FinDash turns a dense quantitative equity dataset into a calm, legible workspace. Every measure—volatility regimes, tail risk, factor deciles, benchmark-relative capture—in one place, tuned to the way you actually read markets.
Editorial layout. Structured return ladder, 52-week range, drawdown curve, distribution histogram, and a full benchmark-relative table. Print-ready by construction.
Distribution-first. Decile ladders for every rank, cross-sectional histograms with your position marked, Momentum × Vol scatter, sortable universe screen, full tail-risk panel.
Plain-language signals. Trend, momentum, volatility, position—each summarized in one phrase and one number. All the rigor, none of the jargon, still backed by the same measures.
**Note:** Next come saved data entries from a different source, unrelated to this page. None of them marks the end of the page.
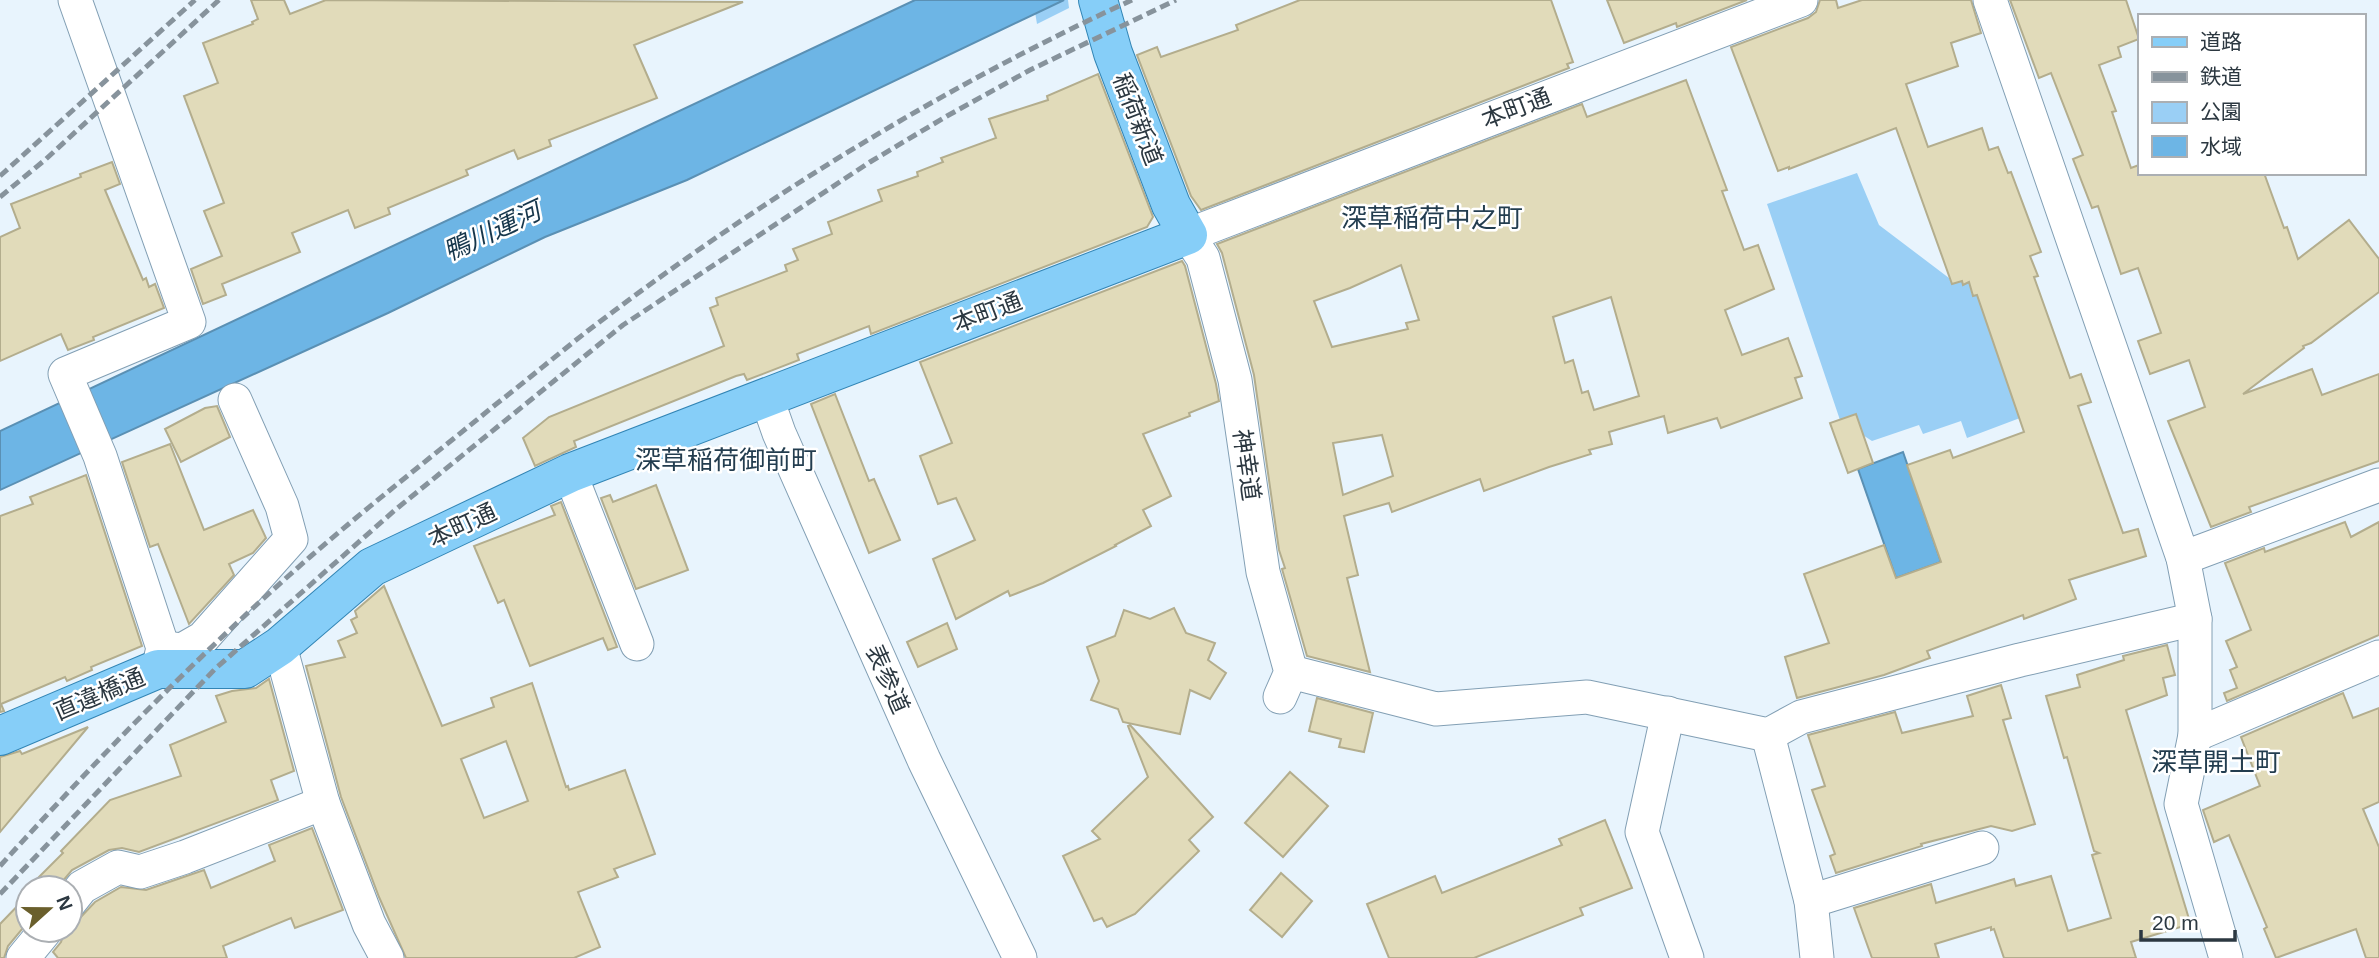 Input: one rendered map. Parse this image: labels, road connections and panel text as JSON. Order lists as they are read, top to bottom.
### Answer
{
  "streets": {
    "main road": ["本町通", "稲荷新道", "直違橋通"],
    "street": ["神幸道", "表参道"]
  },
  "crossings": [
    ["本町通", "稲荷新道"],
    ["本町通", "神幸道"],
    ["本町通", "表参道"],
    ["本町通", "直違橋通"],
    ["稲荷新道", "神幸道"]
  ],
  "districts": ["深草稲荷中之町", "深草稲荷御前町", "深草開土町"],
  "water": ["鴨川運河"],
  "legend": [
    "道路",
    "鉄道",
    "公園",
    "水域"
  ],
  "scale_bar": "20 m",
  "north": "right"
} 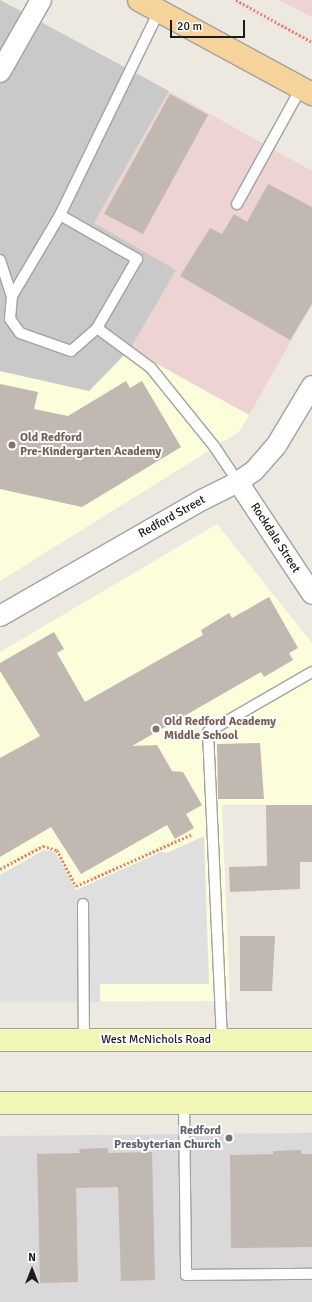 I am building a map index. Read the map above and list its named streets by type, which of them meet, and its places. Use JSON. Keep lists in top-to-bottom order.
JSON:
{
  "streets": {
    "main road": ["West McNichols Road"],
    "street": ["Redford Street", "Rockdale Street"]
  },
  "crossings": [
    ["Redford Street", "Rockdale Street"]
  ],
  "places": ["Old Redford Pre-Kindergarten Academy", "Old Redford Academy Middle School", "Redford Presbyterian Church"],
  "scale_bar": "20 m",
  "north": "top"
}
Vol-expansion ratios, SMA separation, mean-reversion half-life, momentum acceleration. Switch modes before the market decides to switch them for you.
Skew and excess kurtosis, historical VaR and conditional VaR, tail ratios — displayed as shapes, not just numbers, so asymmetry is read at a glance.
Every percentile and decile computed within exchange-date. Momentum, vol, Sharpe, market cap, liquidity — plus composite scores like low-vol momentum.
A dashboard should behave like a good notebook — it should let you think, not shout.
Log returns, unless you ask otherwise. Additive across sub-periods, honest about compounding, and the right default for multi-period statistics. Simple returns are surfaced separately where stakeholder communication demands it.
Annualized by √252. All volatilities, everywhere. No apples-to-oranges comparisons with monthly σ hiding in a 20-day window.
Ranks are partitioned by (exchange, date) . Stocks, ETFs, funds, and indices share one bucket — semantics stay stable, ranks stay predictable across releases.
Benchmark mappings are explicit. Beta, alpha, tracking error, capture — all against the exchange's configured benchmark. If there is none, the measure returns NULL rather than guessing.
Three views share one state — your ticker, your theme, your tab stay put as you move between reading modes.